Excellence R Us: University Research and the Fetishisation of Excellence - brahmwg
https://figshare.com/articles/Excellence_R_Us_University_Research_and_the_Fetishisation_of_Excellence/3413821
======
curveship
Gotta love footnote 1, about the ordering of author names :)

> 1\. In keeping with our argument, and following in an extensive tradition of
> subverting traditional scarce markers of prestige, the authors have adopted
> a redistributive approach to the order of their names in the byline. As an
> international collaboration of uniformly nice people (cf. Moran, Hoover, and
> Bestiale 2016; Hoover, Posch, and Bestiale 1987; Hoover et al. 1988; see
> Tartamelia 2014 for an explanation), lacking access to a croquet field (cf.
> Hassell and May 1974), and not identifying any excellent pun to be made from
> ordering our names (cf. Alpher, Bethe, and Gamow 1948; Lord, de Vader, and
> Alliger 1986), we elected to assign index numbers based on alphabetical
> ordering by surname and to randomise these using an online tool.

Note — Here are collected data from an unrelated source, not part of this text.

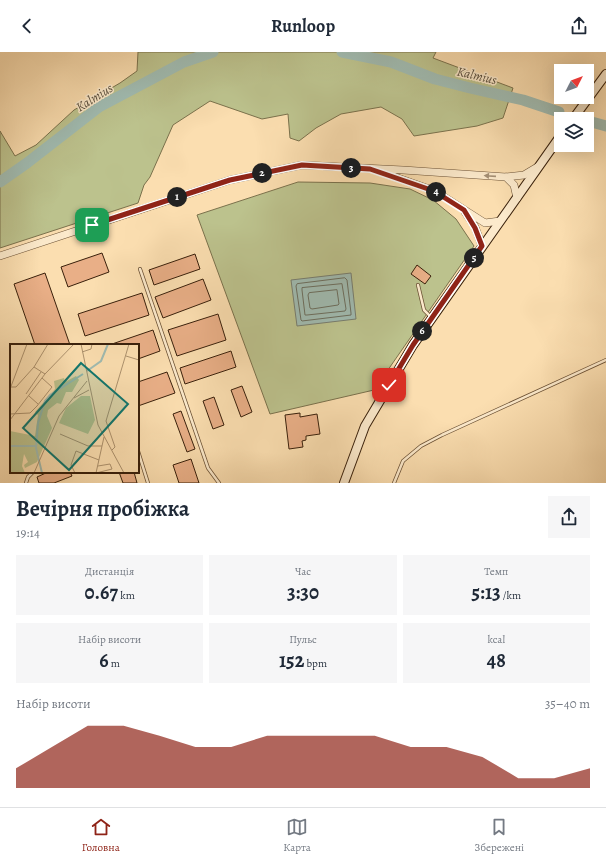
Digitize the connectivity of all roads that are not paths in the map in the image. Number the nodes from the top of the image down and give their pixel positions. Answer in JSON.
{"nodes":[{"id":1,"x":606,"y":74,"type":"edge"},
{"id":2,"x":578,"y":112,"type":"edge"},
{"id":3,"x":554,"y":145,"type":"edge"},
{"id":4,"x":540,"y":165,"type":"junction"},
{"id":5,"x":370,"y":169,"type":"junction"},
{"id":6,"x":506,"y":177,"type":"junction"},
{"id":7,"x":517,"y":198,"type":"junction"},
{"id":8,"x":464,"y":210,"type":"junction"},
{"id":9,"x":500,"y":220,"type":"junction"},
{"id":10,"x":482,"y":246,"type":"junction"},
{"id":11,"x":0,"y":256,"type":"edge"},
{"id":12,"x":140,"y":269,"type":"dead end"},
{"id":13,"x":418,"y":285,"type":"dead end"},
{"id":14,"x":431,"y":318,"type":"junction"},
{"id":15,"x":606,"y":360,"type":"edge"},
{"id":16,"x":139,"y":454,"type":"edge"},
{"id":17,"x":32,"y":473,"type":"edge"},
{"id":18,"x":26,"y":483,"type":"edge"},
{"id":19,"x":148,"y":483,"type":"edge"},
{"id":20,"x":219,"y":483,"type":"edge"},
{"id":21,"x":344,"y":483,"type":"edge"},
{"id":22,"x":394,"y":483,"type":"edge"}],
"edges":[{"from":1,"to":2,"type":"main road"},
{"from":3,"to":4,"type":"main road"},
{"from":4,"to":6,"type":"street"},
{"from":4,"to":7,"type":"main road"},
{"from":6,"to":5,"type":"street","one_way":true},
{"from":5,"to":8,"type":"street"},
{"from":5,"to":11,"type":"street"},
{"from":6,"to":7,"type":"street"},
{"from":7,"to":9,"type":"main road"},
{"from":8,"to":9,"type":"street"},
{"from":8,"to":10,"type":"street"},
{"from":9,"to":10,"type":"main road"},
{"from":10,"to":14,"type":"main road"},
{"from":12,"to":20,"type":"lane"},
{"from":13,"to":14,"type":"lane"},
{"from":14,"to":21,"type":"main road"},
{"from":15,"to":22,"type":"lane"},
{"from":16,"to":19,"type":"lane"},
{"from":17,"to":18,"type":"lane"}]}
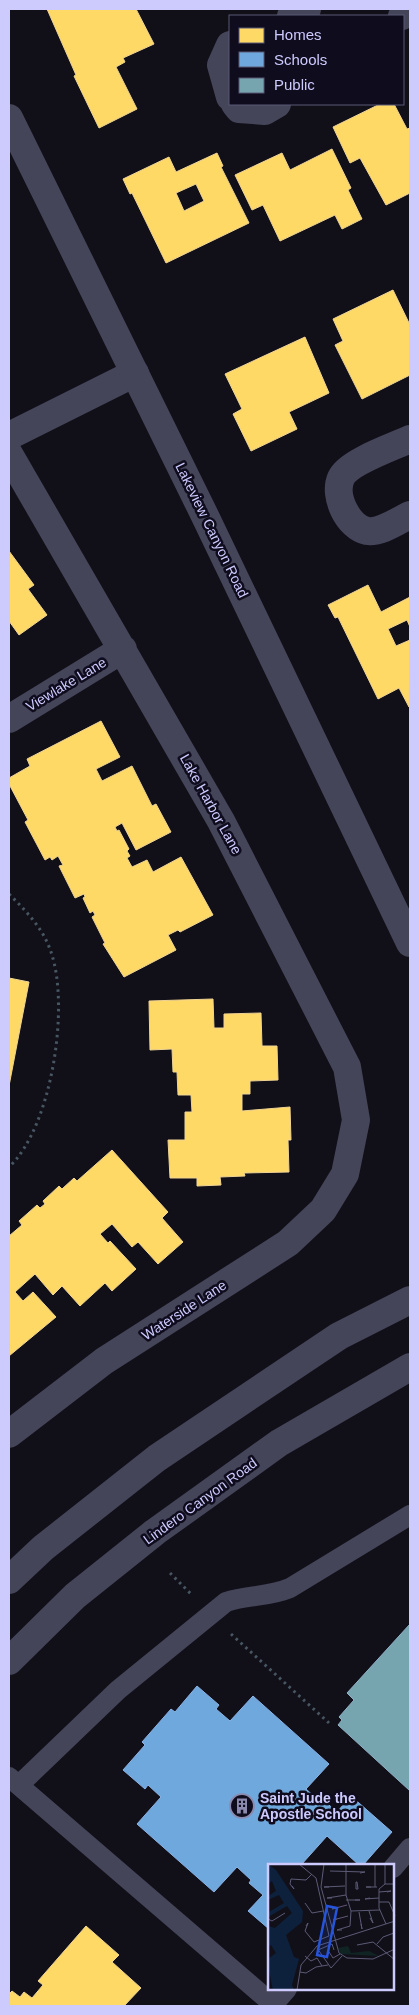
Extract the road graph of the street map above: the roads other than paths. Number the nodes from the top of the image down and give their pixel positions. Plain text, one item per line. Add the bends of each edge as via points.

For the
> avoidance of doubt, while several of the authors have pets none of them are
> included as authors (cf. Matzinger and Mirkwood 1978). None of us are
> approaching a tenure decision (cf. Roderick and Gillespie 1998). And none of
> us are fictional entities who generate their papers algorithmically using
> SciGen (see Labbé 2010 for the contrasting case of Ike Antkare nevertheless
> greatly outranked all of the authors on several formal measures of
> excellence before he [it?] was outed).

------
jboggan
This reminds me of the time in my doctoral program when I turned in a draft
journal article to my advisor. He returned it a week later with no marks or
written commentary whatsoever, other than telling me "do it again." I asked
what was wrong with it and what I needed to do differently on the next draft.
He replied "this isn't excellent. Don't give it back to me until it's
excellent." I asked what excellence entailed and he said "you just know."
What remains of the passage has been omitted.